2. AAG Political Geography Specialty Group Pre-Conference "Political Geographies of the City". Urbana, Illinois, USA, 5-7 March 2006. The PGSG of the Association of American Geographers will hold a conference immediately prior to the Annual Meeting of the AAG. As in the past, papers on all aspects of political geography are welcome. We also intend to organize a small number of themed sessions on the "Political Geographies of the City". The city has long been an important focus for work in political geography and we welcome expressions of interest for papers that address the range of current issues and concerns in this area.

            For questions about this conference or further informations, please contact Andrew Wood, University of Oklahoma, Norman (amwood@ou.edu) or David Wilson, University of Illinois, Urbana (dwilson2@express.cites.uiuc.edu).

3. International Conference "Borderscapes: Spaces in Conflict / Symbolic Places / Networks of Peace". Trento, Italy, 11-14 June 2006. Venue: Centro Congressi Panorama (altitude 560 meters) above Trento City.
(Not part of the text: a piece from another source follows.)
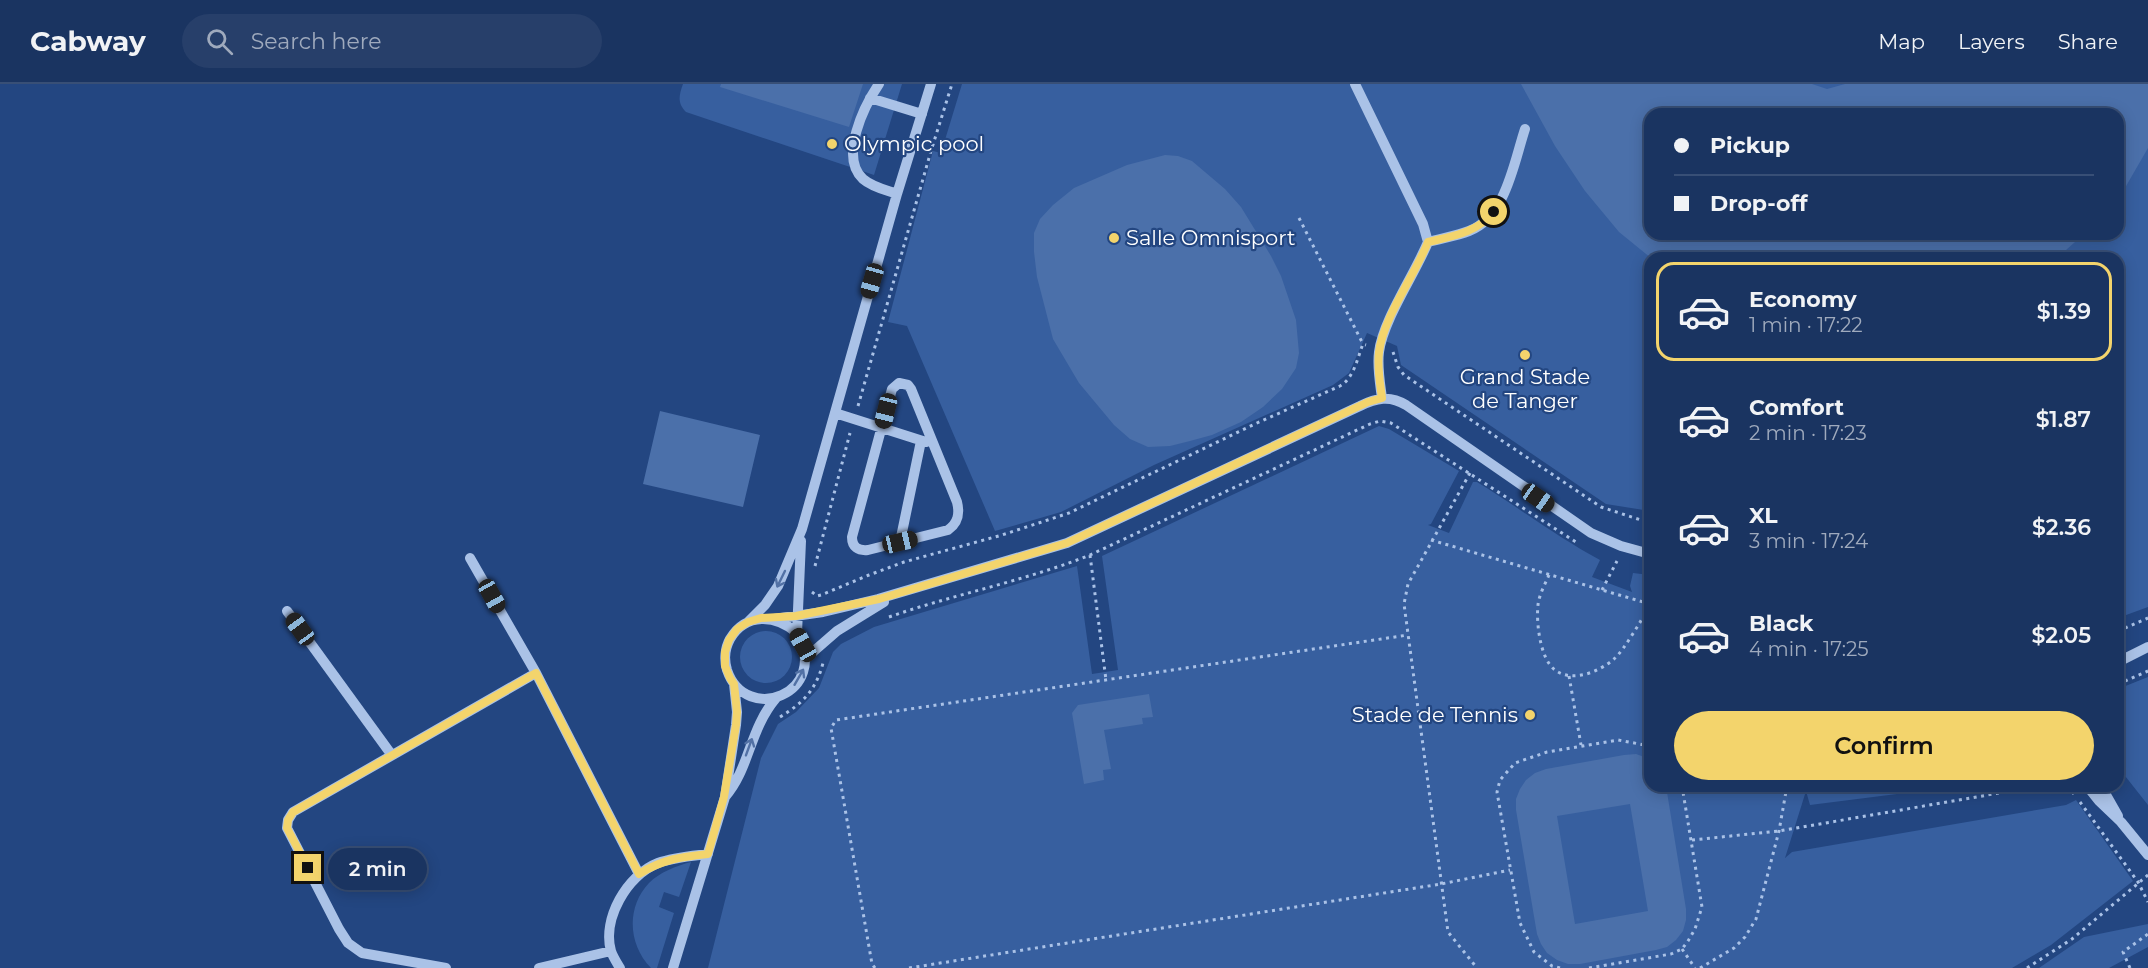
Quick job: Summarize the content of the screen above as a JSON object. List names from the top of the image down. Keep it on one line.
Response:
{"places":["Olympic pool","Salle Omnisport","Grand Stade de Tanger","Stade de Tennis"],"page":{"header":"Cabway","search":"Search here","nav":["Map","Layers","Share"],"banner":["Pickup","Drop-off"],"list":[{"name":"Economy","note":"1 min · 17:22","value":"$1.39"},{"name":"Comfort","note":"2 min · 17:23","value":"$1.87"},{"name":"XL","note":"3 min · 17:24","value":"$2.36"},{"name":"Black","note":"4 min · 17:25","value":"$2.05"}],"buttons":"Confirm","bubble":"2 min"}}
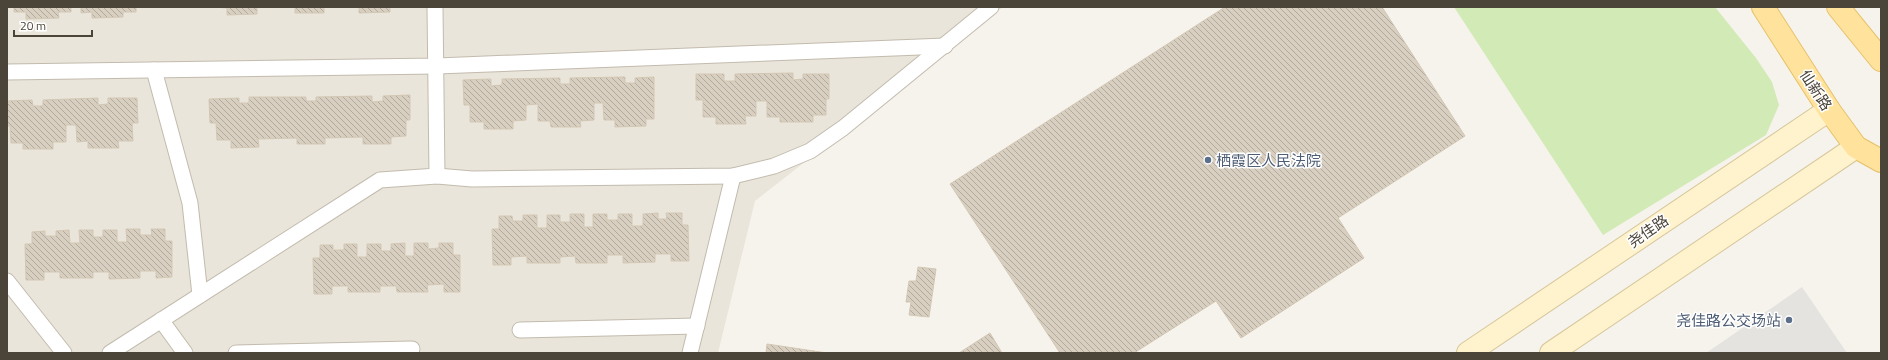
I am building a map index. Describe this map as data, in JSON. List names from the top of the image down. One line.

Organizer: Prof. Elena Dell'Agnese (elena.dellagnese@unimib.it), member of the Commission's Steering Committee, University of Milano-Bicocca, in collaboration with University of Trento, Autonomous Province of Trento, Confindustria Trento, University of Milano-Bicocca. This conference is planned to discuss the following questions: Borderscapes as symbolic landscapes, Borderscapes as spaces of cultural encounters, Borderscapes of fluxes and communication, trans-border cooperation

A fieldtrip to Trento and its province will be organized between the sessions to visit the relict boundary and its borderscapes and the local wineries. After the conference, a 3-days post-conference excursion (14-17 June 2006) will be organized to the bilingual area of Bolzano, the Brenner Pass and the trilingual area of Alta Badia.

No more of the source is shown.